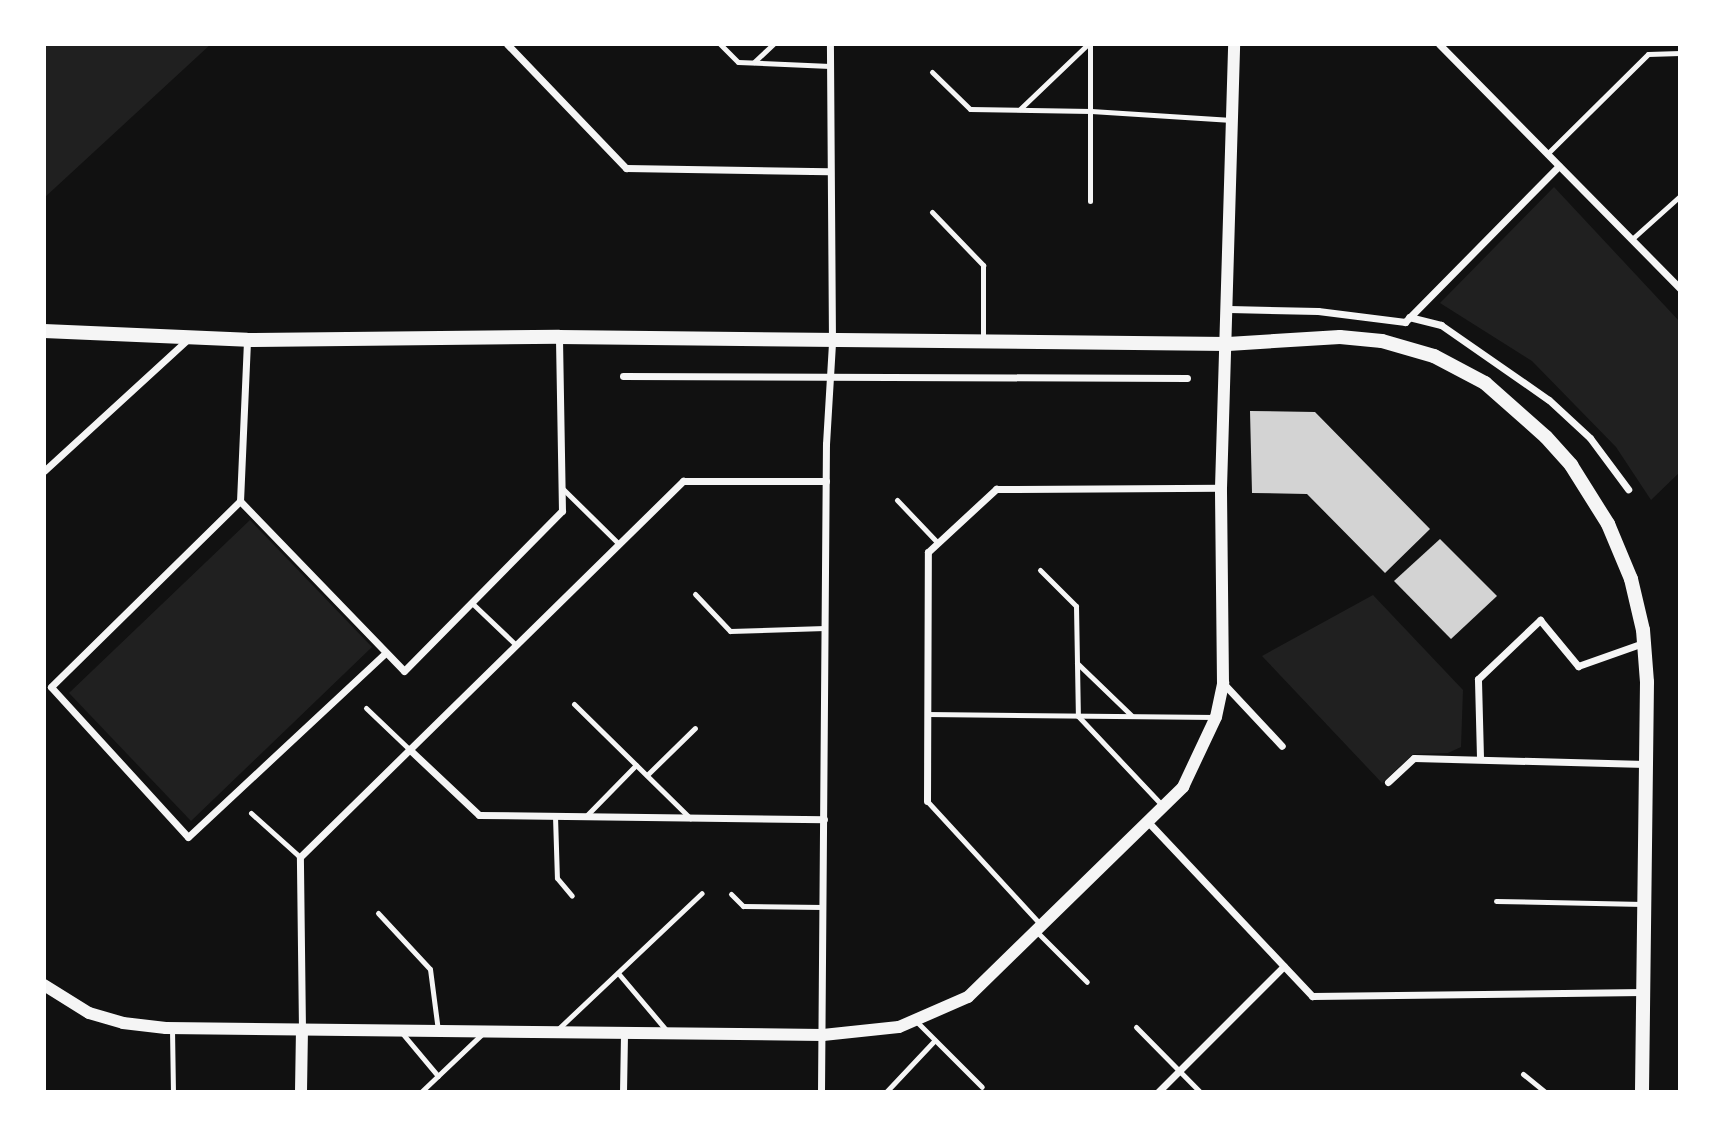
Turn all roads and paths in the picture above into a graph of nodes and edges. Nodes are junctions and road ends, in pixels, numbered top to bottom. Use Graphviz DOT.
graph roads {
  1 [pos="507,44"];
  2 [pos="720,44"];
  3 [pos="773,44"];
  4 [pos="830,44"];
  5 [pos="1089,44"];
  6 [pos="1234,44"];
  7 [pos="1439,44"];
  8 [pos="1680,53"];
  9 [pos="754,62"];
  10 [pos="830,66"];
  11 [pos="932,72"];
  12 [pos="1020,110"];
  13 [pos="1091,111"];
  14 [pos="1232,120"];
  15 [pos="1547,154"];
  16 [pos="1559,166"];
  17 [pos="828,171"];
  18 [pos="1680,197"];
  19 [pos="1090,201"];
  20 [pos="932,212"];
  21 [pos="1632,239"];
  22 [pos="1680,288"];
  23 [pos="1229,309"];
  24 [pos="1409,317"];
  25 [pos="44,331"];
  26 [pos="189,337"];
  27 [pos="559,337"];
  28 [pos="247,340"];
  29 [pos="983,341"];
  30 [pos="832,342"];
  31 [pos="1228,344"];
  32 [pos="622,376"];
  33 [pos="830,376"];
  34 [pos="1187,378"];
  35 [pos="44,471"];
  36 [pos="826,481"];
  37 [pos="562,488"];
  38 [pos="1222,488"];
  39 [pos="1628,489"];
  40 [pos="897,500"];
  41 [pos="240,501"];
  42 [pos="938,542"];
  43 [pos="618,543"];
  44 [pos="1040,570"];
  45 [pos="695,594"];
  46 [pos="474,604"];
  47 [pos="825,628"];
  48 [pos="1644,642"];
  49 [pos="516,645"];
  50 [pos="384,654"];
  51 [pos="1077,663"];
  52 [pos="1223,682"];
  53 [pos="574,704"];
  54 [pos="366,708"];
  55 [pos="927,714"];
  56 [pos="1078,716"];
  57 [pos="1132,716"];
  58 [pos="1216,717"];
  59 [pos="695,729"];
  60 [pos="1282,746"];
  61 [pos="409,749"];
  62 [pos="1480,757"];
  63 [pos="1646,764"];
  64 [pos="636,765"];
  65 [pos="647,775"];
  66 [pos="1388,782"];
  67 [pos="927,801"];
  68 [pos="1164,807"];
  69 [pos="251,813"];
  70 [pos="587,815"];
  71 [pos="555,816"];
  72 [pos="690,818"];
  73 [pos="824,819"];
  74 [pos="1149,823"];
  75 [pos="300,858"];
  76 [pos="702,893"];
  77 [pos="731,894"];
  78 [pos="572,896"];
  79 [pos="1496,901"];
  80 [pos="1644,904"];
  81 [pos="823,907"];
  82 [pos="378,913"];
  83 [pos="1040,930"];
  84 [pos="1284,966"];
  85 [pos="618,973"];
  86 [pos="1087,982"];
  87 [pos="44,985"];
  88 [pos="1643,992"];
  89 [pos="916,1021"];
  90 [pos="1136,1027"];
  91 [pos="172,1028"];
  92 [pos="302,1030"];
  93 [pos="400,1031"];
  94 [pos="438,1031"];
  95 [pos="484,1032"];
  96 [pos="554,1032"];
  97 [pos="624,1033"];
  98 [pos="669,1034"];
  99 [pos="823,1035"];
  100 [pos="935,1040"];
  101 [pos="1180,1070"];
  102 [pos="1523,1074"];
  103 [pos="438,1076"];
  104 [pos="982,1087"];
  105 [pos="173,1092"];
  106 [pos="301,1092"];
  107 [pos="421,1092"];
  108 [pos="623,1092"];
  109 [pos="821,1092"];
  110 [pos="886,1092"];
  111 [pos="1158,1092"];
  112 [pos="1199,1092"];
  113 [pos="1545,1092"];
  114 [pos="1642,1092"];
  1 -- 17 [label="street"];
  2 -- 9 [label="lane"];
  3 -- 9 [label="lane"];
  4 -- 10 [label="street"];
  5 -- 12 [label="lane"];
  5 -- 13 [label="lane"];
  6 -- 14 [label="street"];
  7 -- 15 [label="street"];
  8 -- 15 [label="lane"];
  9 -- 10 [label="lane"];
  10 -- 17 [label="street"];
  11 -- 12 [label="lane"];
  12 -- 13 [label="lane"];
  13 -- 14 [label="lane"];
  13 -- 19 [label="lane"];
  14 -- 23 [label="street"];
  15 -- 16 [label="street"];
  16 -- 21 [label="street"];
  16 -- 24 [label="street"];
  17 -- 30 [label="street"];
  18 -- 21 [label="lane"];
  20 -- 29 [label="lane"];
  21 -- 22 [label="street"];
  23 -- 24 [label="street"];
  23 -- 31 [label="street"];
  24 -- 39 [label="street"];
  25 -- 26 [label="main road"];
  26 -- 28 [label="main road"];
  26 -- 35 [label="street"];
  27 -- 28 [label="main road"];
  27 -- 30 [label="main road"];
  27 -- 37 [label="street"];
  28 -- 41 [label="street"];
  29 -- 30 [label="main road"];
  29 -- 31 [label="main road"];
  30 -- 33 [label="street"];
  31 -- 38 [label="street"];
  31 -- 48 [label="main road"];
  32 -- 33 [label="street"];
  33 -- 34 [label="street"];
  33 -- 36 [label="street"];
  36 -- 43 [label="street"];
  36 -- 47 [label="street"];
  37 -- 43 [label="lane"];
  37 -- 46 [label="street"];
  38 -- 42 [label="street"];
  38 -- 52 [label="street"];
  40 -- 42 [label="lane"];
  41 -- 50 [label="street"];
  41 -- 50 [label="street"];
  42 -- 55 [label="street"];
  43 -- 49 [label="street"];
  44 -- 51 [label="lane"];
  45 -- 47 [label="lane"];
  46 -- 49 [label="lane"];
  46 -- 50 [label="street"];
  47 -- 73 [label="street"];
  48 -- 62 [label="street"];
  48 -- 63 [label="main road"];
  49 -- 61 [label="street"];
  51 -- 56 [label="lane"];
  51 -- 57 [label="lane"];
  52 -- 58 [label="street"];
  52 -- 60 [label="street"];
  53 -- 64 [label="lane"];
  54 -- 61 [label="lane"];
  55 -- 56 [label="lane"];
  55 -- 67 [label="street"];
  56 -- 57 [label="lane"];
  56 -- 68 [label="lane"];
  57 -- 58 [label="lane"];
  58 -- 68 [label="street"];
  59 -- 65 [label="lane"];
  61 -- 71 [label="street"];
  61 -- 75 [label="street"];
  62 -- 63 [label="street"];
  62 -- 66 [label="street"];
  63 -- 80 [label="main road"];
  64 -- 65 [label="lane"];
  64 -- 70 [label="lane"];
  65 -- 72 [label="lane"];
  67 -- 83 [label="lane"];
  68 -- 74 [label="street"];
  69 -- 75 [label="lane"];
  70 -- 71 [label="street"];
  70 -- 72 [label="street"];
  71 -- 78 [label="lane"];
  72 -- 73 [label="street"];
  73 -- 81 [label="street"];
  74 -- 83 [label="street"];
  74 -- 84 [label="street"];
  75 -- 92 [label="street"];
  76 -- 85 [label="lane"];
  77 -- 81 [label="lane"];
  79 -- 80 [label="lane"];
  80 -- 88 [label="main road"];
  81 -- 99 [label="street"];
  82 -- 94 [label="lane"];
  83 -- 86 [label="lane"];
  83 -- 89 [label="street"];
  84 -- 88 [label="street"];
  84 -- 101 [label="street"];
  85 -- 96 [label="lane"];
  85 -- 98 [label="lane"];
  87 -- 91 [label="street"];
  88 -- 114 [label="main road"];
  89 -- 99 [label="street"];
  89 -- 100 [label="lane"];
  90 -- 101 [label="lane"];
  91 -- 92 [label="street"];
  91 -- 105 [label="lane"];
  92 -- 93 [label="street"];
  92 -- 106 [label="street"];
  93 -- 94 [label="street"];
  93 -- 103 [label="lane"];
  94 -- 95 [label="street"];
  95 -- 96 [label="street"];
  95 -- 103 [label="lane"];
  96 -- 97 [label="street"];
  97 -- 98 [label="street"];
  97 -- 108 [label="street"];
  98 -- 99 [label="street"];
  99 -- 109 [label="street"];
  100 -- 104 [label="lane"];
  100 -- 110 [label="lane"];
  101 -- 111 [label="street"];
  101 -- 112 [label="lane"];
  102 -- 113 [label="lane"];
  103 -- 107 [label="lane"];
}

▸ Work request
If a line of the listing contains the word "graph", count it, then state only the total.

▸ Answer below
2